Select from the records below every line that has the word "Sparrowswick" in it.

□ □ □ □ □ □ □

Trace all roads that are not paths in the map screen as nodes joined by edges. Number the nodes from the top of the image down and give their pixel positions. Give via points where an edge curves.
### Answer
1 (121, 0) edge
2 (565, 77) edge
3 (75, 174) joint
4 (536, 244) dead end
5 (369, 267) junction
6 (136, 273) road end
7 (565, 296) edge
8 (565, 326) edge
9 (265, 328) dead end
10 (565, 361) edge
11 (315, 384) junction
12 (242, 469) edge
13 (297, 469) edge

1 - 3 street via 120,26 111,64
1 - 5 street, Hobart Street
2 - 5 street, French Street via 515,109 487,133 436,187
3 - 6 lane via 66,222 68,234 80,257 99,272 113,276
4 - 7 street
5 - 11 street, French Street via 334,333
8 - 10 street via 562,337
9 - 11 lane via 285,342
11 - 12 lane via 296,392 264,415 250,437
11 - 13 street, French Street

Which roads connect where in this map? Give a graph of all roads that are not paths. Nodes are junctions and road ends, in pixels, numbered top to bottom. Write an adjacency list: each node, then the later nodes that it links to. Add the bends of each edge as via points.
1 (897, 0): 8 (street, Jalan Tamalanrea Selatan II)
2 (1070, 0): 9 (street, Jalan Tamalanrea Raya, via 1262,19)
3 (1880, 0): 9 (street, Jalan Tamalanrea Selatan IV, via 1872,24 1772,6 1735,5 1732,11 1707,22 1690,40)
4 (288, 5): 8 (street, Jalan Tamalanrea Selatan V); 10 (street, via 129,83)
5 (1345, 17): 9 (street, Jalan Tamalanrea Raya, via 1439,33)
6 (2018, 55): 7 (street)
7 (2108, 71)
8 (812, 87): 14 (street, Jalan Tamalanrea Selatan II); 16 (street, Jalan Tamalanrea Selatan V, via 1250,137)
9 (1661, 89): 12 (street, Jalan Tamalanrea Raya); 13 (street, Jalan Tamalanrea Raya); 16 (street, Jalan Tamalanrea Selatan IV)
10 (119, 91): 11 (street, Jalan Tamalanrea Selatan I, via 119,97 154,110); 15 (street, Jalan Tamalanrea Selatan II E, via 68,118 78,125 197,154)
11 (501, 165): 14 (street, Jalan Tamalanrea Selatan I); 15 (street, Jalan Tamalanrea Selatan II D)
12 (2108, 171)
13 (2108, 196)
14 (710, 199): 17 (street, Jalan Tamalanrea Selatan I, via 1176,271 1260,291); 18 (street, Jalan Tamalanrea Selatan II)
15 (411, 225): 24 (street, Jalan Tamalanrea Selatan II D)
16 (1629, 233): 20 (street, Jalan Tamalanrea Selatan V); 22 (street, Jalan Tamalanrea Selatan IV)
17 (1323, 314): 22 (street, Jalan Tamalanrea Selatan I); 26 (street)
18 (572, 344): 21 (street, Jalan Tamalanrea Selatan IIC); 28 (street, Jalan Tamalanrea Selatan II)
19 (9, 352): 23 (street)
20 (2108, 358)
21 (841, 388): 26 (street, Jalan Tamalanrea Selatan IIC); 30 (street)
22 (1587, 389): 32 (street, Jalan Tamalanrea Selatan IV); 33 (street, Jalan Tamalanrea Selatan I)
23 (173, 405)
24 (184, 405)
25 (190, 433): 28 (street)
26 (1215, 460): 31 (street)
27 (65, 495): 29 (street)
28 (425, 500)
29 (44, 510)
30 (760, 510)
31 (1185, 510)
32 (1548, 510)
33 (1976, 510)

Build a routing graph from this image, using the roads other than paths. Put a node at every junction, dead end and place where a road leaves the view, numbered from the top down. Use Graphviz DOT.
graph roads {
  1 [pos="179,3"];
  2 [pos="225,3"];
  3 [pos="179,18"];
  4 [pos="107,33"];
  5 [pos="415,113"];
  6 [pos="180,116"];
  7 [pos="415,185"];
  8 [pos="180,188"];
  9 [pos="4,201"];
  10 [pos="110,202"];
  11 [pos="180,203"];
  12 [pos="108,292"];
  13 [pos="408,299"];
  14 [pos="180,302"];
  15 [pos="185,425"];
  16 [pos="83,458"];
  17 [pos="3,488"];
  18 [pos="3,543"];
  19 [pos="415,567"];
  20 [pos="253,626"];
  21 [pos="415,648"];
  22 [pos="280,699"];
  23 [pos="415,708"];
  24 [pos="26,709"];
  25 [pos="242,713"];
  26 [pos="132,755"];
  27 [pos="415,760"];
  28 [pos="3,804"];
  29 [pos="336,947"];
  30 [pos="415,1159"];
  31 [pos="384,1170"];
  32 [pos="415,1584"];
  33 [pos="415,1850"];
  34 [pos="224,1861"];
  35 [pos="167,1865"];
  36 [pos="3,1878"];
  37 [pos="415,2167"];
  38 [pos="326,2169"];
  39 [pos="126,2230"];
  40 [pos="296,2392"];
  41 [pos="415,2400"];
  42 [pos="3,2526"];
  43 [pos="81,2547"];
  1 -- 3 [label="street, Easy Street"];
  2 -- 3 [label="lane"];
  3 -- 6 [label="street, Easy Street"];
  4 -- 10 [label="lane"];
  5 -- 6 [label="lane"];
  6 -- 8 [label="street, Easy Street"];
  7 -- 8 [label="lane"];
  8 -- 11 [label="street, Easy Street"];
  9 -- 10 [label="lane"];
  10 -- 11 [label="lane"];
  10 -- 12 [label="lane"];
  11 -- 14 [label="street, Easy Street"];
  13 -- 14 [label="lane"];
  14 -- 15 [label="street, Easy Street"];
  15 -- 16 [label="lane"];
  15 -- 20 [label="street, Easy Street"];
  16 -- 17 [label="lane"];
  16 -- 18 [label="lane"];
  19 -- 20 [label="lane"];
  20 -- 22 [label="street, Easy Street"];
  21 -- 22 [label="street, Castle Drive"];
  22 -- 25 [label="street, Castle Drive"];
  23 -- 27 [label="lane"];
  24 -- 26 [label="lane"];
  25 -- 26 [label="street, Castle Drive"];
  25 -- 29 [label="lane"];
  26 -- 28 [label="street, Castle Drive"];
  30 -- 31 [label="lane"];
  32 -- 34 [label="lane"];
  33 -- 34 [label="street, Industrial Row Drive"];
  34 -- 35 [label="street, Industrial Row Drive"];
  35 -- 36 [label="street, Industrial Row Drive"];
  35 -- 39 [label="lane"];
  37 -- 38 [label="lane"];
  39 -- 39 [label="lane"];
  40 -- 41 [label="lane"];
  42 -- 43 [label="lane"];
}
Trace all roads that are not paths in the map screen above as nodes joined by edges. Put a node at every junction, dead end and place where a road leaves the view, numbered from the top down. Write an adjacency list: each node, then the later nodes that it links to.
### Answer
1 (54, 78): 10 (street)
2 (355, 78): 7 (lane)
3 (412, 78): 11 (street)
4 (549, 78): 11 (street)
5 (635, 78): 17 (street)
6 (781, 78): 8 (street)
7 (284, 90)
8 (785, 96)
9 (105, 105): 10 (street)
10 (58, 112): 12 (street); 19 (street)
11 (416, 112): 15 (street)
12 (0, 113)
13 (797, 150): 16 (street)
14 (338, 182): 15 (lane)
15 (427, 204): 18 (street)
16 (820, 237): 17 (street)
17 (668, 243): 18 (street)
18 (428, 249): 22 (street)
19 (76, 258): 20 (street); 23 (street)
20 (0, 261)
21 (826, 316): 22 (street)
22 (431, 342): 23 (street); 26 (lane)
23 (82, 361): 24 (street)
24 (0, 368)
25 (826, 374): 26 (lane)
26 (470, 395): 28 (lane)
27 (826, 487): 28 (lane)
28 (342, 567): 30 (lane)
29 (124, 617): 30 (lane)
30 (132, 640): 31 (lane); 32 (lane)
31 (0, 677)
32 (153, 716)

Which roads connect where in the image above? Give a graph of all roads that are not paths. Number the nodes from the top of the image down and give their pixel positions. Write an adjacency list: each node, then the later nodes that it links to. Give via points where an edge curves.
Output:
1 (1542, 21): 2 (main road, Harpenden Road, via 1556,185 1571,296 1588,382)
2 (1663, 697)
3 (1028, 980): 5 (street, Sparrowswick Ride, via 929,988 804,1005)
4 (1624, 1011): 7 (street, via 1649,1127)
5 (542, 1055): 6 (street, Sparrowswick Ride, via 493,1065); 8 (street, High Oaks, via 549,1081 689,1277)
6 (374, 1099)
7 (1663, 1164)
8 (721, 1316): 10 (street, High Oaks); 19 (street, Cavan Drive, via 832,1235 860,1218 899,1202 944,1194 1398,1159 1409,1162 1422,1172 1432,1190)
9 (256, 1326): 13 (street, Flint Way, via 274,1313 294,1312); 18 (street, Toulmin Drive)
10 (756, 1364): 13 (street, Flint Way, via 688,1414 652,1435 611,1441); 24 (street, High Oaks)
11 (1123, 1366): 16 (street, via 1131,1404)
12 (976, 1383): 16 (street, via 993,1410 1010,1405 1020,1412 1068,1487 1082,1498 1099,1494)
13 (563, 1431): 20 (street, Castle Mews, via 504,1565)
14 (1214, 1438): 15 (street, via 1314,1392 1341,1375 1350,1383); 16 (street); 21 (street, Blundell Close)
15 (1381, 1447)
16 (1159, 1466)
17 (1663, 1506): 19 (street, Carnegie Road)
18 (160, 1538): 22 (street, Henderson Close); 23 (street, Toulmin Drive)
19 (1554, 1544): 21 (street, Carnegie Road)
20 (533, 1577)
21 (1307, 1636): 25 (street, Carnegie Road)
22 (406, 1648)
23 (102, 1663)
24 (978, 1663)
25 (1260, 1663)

□ □ □ □ □ □ □

▸ Result below
3 (1028, 980): 5 (street, Sparrowswick Ride, via 929,988 804,1005)
5 (542, 1055): 6 (street, Sparrowswick Ride, via 493,1065); 8 (street, High Oaks, via 549,1081 689,1277)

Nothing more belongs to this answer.